The final element required for the invocation of equitable estoppel is the most problematic for Morgan. Here, Morgan must show that she detrimentally relied on NMG's misrepresentation. Morgan has provided a declaration stating that, "[h]ad [NMG] not represented to me that it had approved me for FMLA leave to care for my husband, I could have and would have made alternative arrangements for the care of my husband. I could, for instance, have made arrangements with our daughter to care for him." Declaration of Malana J. Morgan ("Morgan Declaration") ¶ 11 (Morgan's Appendix at 5). NMG responds with testimony from Morgan's deposition in which she testified, in essence, that her husband was so ill that she personally was needed to care for him, rather than having someone else stand in for her. NMG's Reply at 12-13 (citing Morgan Deposition at 86-87 (NMG's Appendix at 81-82)). Although somewhat inconsistent, this testimony does not directly contradict her declaration — Morgan gave this answer in reference to the time period after her termination from NMG, but prior to her employment at Dicker Staffing. See id. at 12. It does, however, raise a genuine issue of fact regarding whether Morgan actually relied on NMG's misrepresentation. If Morgan had taken leave to care for her husband without NMG's approval, Morgan could not, under the circumstances, have been detrimentally relying on NMG's eligibility determination. See Nordquist v. City Finance Company, 173 F. Supp. 2d 537, 540 (N.D. Miss. 2001) (finding estoppel not applicable when "[t]here is absolutely no evidence before the court that plaintiff, who requested leave for the birth of her child, would not have taken leave even if defendant had denied her application for FMLA leave."). Because Morgan bears the burden of proof on this claim at trial, she must establish this element beyond peradventure to prevail on her motion for partial summary judgment. See Fontenot, 780 F.2d at 1194. However, as discussed above, the evidence in this record does not meet this standard. Summary judgment on this claim must be denied.

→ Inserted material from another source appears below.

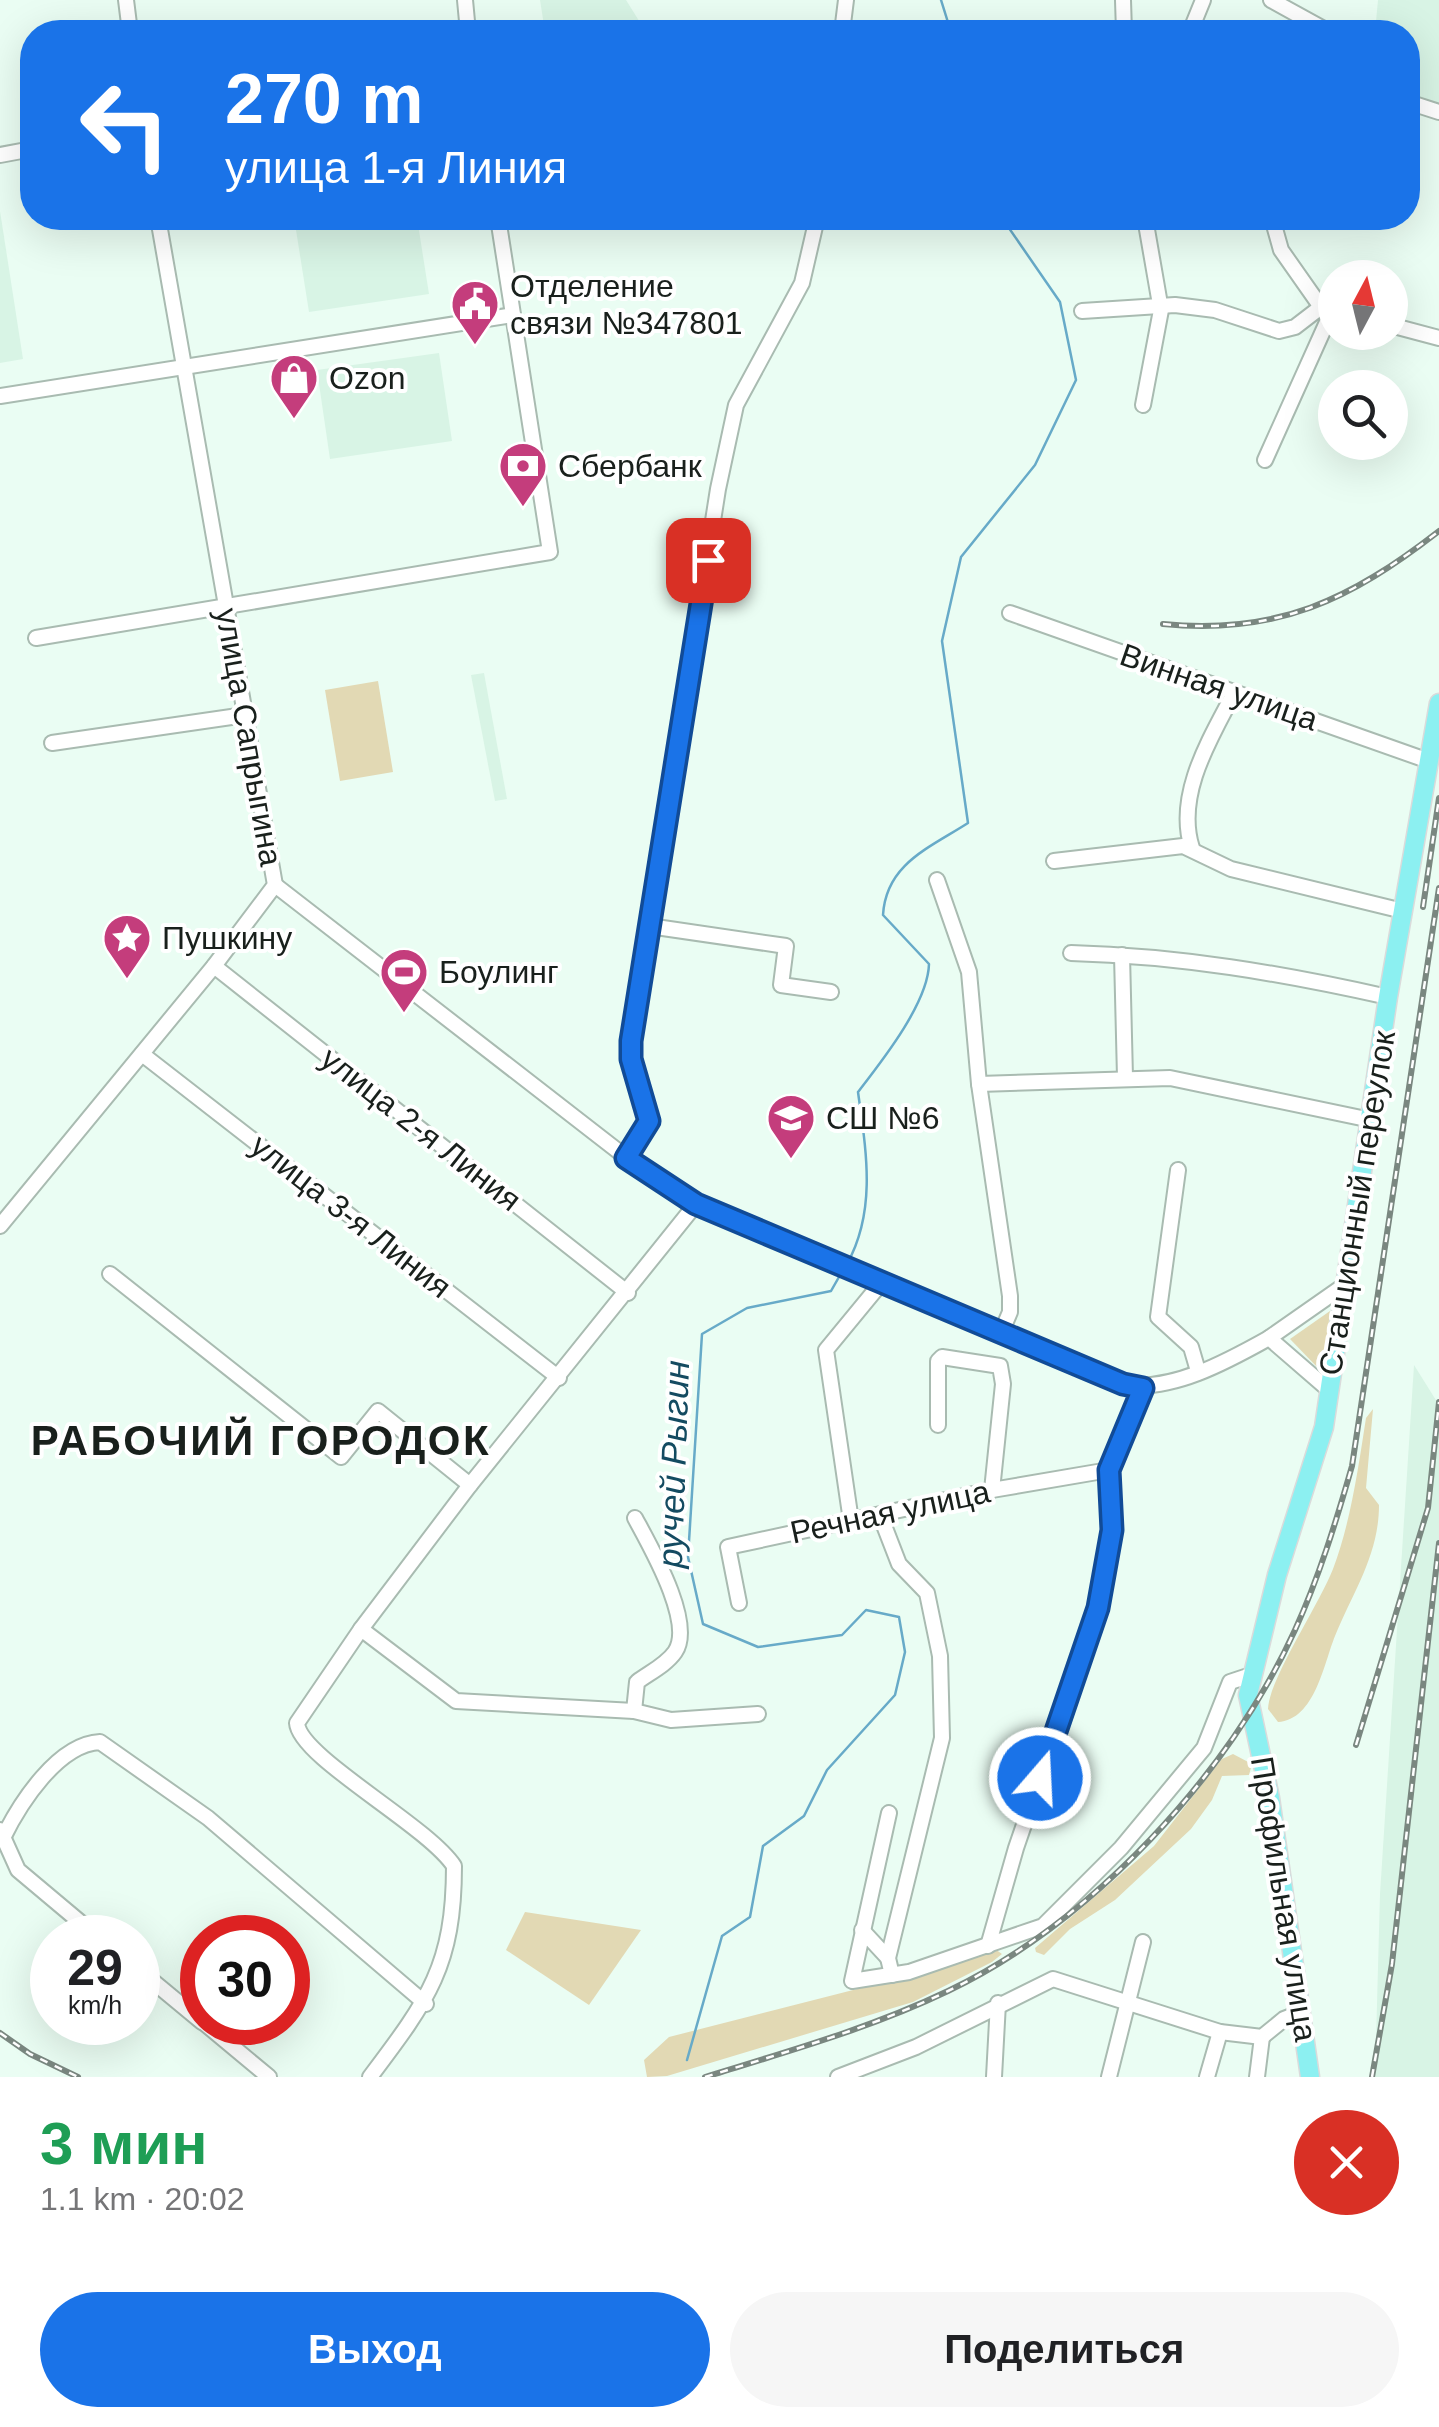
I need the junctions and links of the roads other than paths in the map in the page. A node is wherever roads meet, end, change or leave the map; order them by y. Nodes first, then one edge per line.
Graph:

NMG has also moved for summary judgment on Morgan's eligibility under the FMLA. As discussed above, Morgan has pointed to some evidence that she relied on NMG's misrepresentation. This discharges Morgan's burden, as the nonmovant, of showing a genuine issue of material fact. NMG's motion for summary judgment is therefore denied.

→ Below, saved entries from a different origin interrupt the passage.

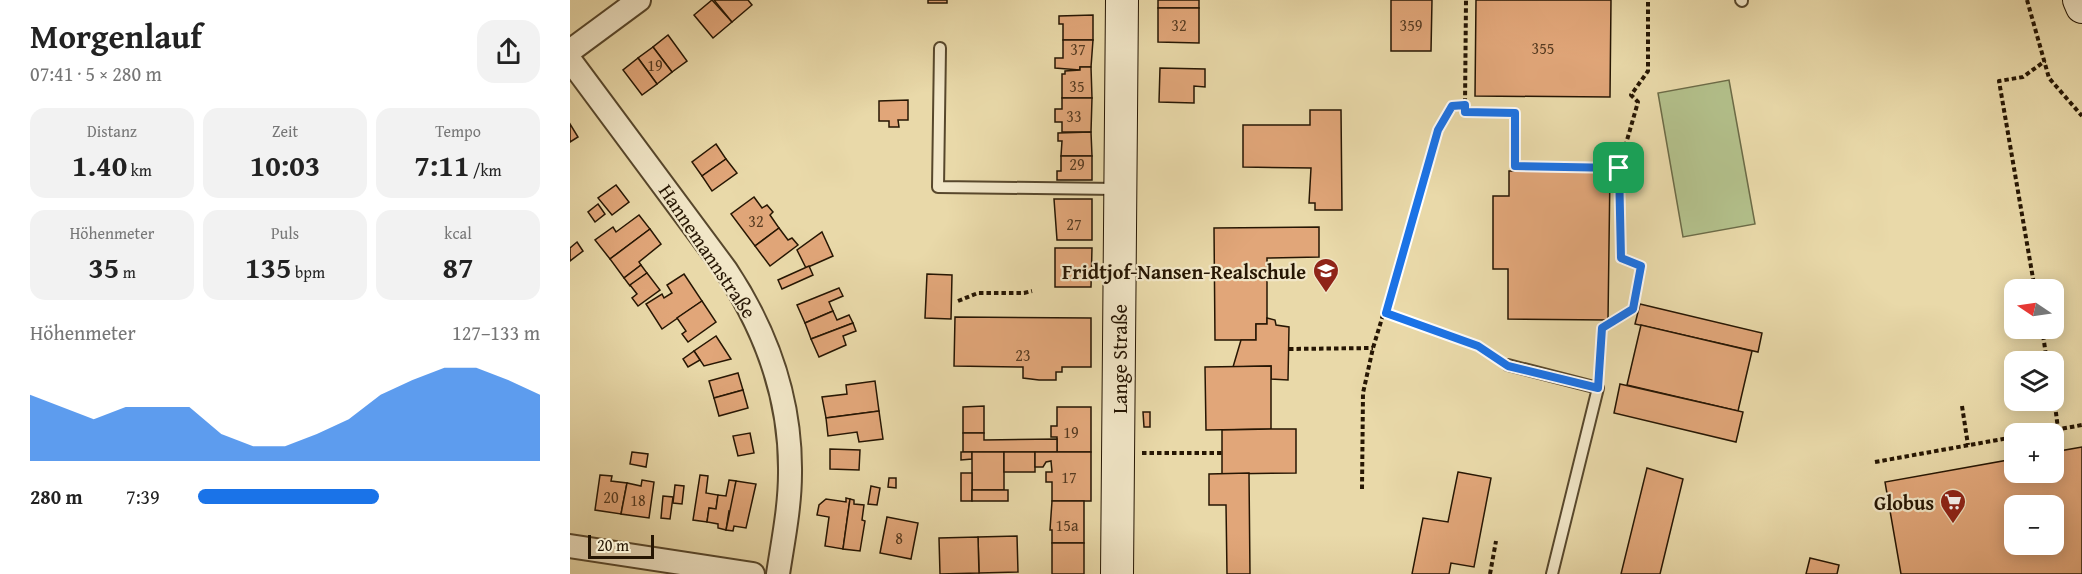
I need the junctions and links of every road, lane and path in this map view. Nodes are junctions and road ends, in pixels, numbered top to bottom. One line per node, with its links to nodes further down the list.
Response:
1 (639, 0): 9 (street)
2 (1122, 0): 15 (street, Lange Straße)
3 (1466, 0): 12 (path)
4 (1648, 0): 14 (path)
5 (2026, 0): 11 (path)
6 (2079, 0): 7 (street)
7 (2082, 7)
8 (940, 48): 15 (lane)
9 (570, 51)
10 (570, 60): 36 (street, Hannemannstraße)
11 (2045, 61): 13 (path); 16 (path)
12 (1465, 105): 14 (path); 19 (path)
13 (2082, 116)
14 (1619, 168): 23 (path)
15 (1120, 189): 29 (street, Lange Straße)
16 (2033, 279)
17 (1032, 291): 18 (path)
18 (958, 301)
19 (1386, 313): 20 (path); 22 (path)
20 (1373, 348): 21 (path); 32 (path)
21 (1288, 349)
22 (1508, 366): 23 (lane)
23 (1598, 388): 39 (lane)
24 (1962, 406): 28 (path)
25 (2082, 425): 26 (path)
26 (2064, 428)
27 (2004, 439): 28 (path)
28 (1968, 445): 31 (path)
29 (1118, 453): 30 (path); 37 (street, Lange Straße)
30 (1222, 453)
31 (1875, 462)
32 (1362, 489)
33 (1496, 541): 38 (path)
34 (570, 546): 35 (street)
35 (753, 574)
36 (778, 574)
37 (1117, 574)
38 (1490, 574)
39 (1552, 574)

C. NMG's Motion for Summary Judgment Limiting Morgan's Damages
As an alternative to NMG's motion for summary judgment on all of Morgan's claims, NMG seeks summary judgment limiting the damages claimed by Morgan. See NMG's Motion at 1. In particular, NMG argues that summary judgment limiting Morgan's damages should be granted because (1) Morgan declined NMG's unconditional offer to reinstate her two weeks after her discharge; (2) she failed to exercise reasonable diligence to secure other employment; or (3) the new employment secured by Morgan is comparable to her previous position at NMG, and NMG is therefore not responsible for damages accruing beyond the date she obtained this new employment. Id. Morgan contests every argument for limiting her damages. See Morgan's Response at 37-49.1. NMG's Expert Report
As a threshold matter, the court must address whether certain evidence submitted by NMG is properly before the court in the summary judgment record. Both parties have filed motions regarding the court's consideration of an expert report prepared by Patricia Harris ("Harris"). See generally Plaintiff's Objections to and Motion to Strike Portions of Defendant's Summary Judgment Evidence and Brief in Support ("Morgan's Motion to Strike"); Defendant's (Conditional) Motion to Consider Expert Report as Part of the Summary Judgment Record, and Brief in Support ("NMG's Motion to Consider").
Morgan objects to the court's consideration of Harris' report because the report was unsworn when originally filed. Morgan's Motion to Strike at 2. In addition, Morgan notes that NMG provided only select portions of Harris' report, rather than the entire document. Id. at 3. NMG responds that such inadequacies of Harris' report are easily corrected by filing both a sworn affidavit of Harris and supplementing the summary judgment record with the entirety of Harris' report. Defendant's Response to Plaintiff's Motion to Strike Portions of Defendant's Summary Judgment Evidence, and Brief in Support ("NMG's Response to Motion to Strike") at 2-3. NMG also supports this argument with the assertion that Morgan will not be prejudiced by such supplementation since Morgan's counsel has had Harris' entire report since July 15, 2005 — over two months prior to the motions for summary judgment filed in this case. Id. at 3; Docket Sheet. As stated previously, NMG sought leave of the court to supplement the summary judgment record when it filed a motion for the court to consider Harris' entire report and supporting declaration. NMG's Motion to Consider; Appendix in Support of Defendant's Reply Brief in Support of its Motion for Summary Judgment ("NMG's Reply Appendix") at 1-43 (containing Harris' declaration and entire report).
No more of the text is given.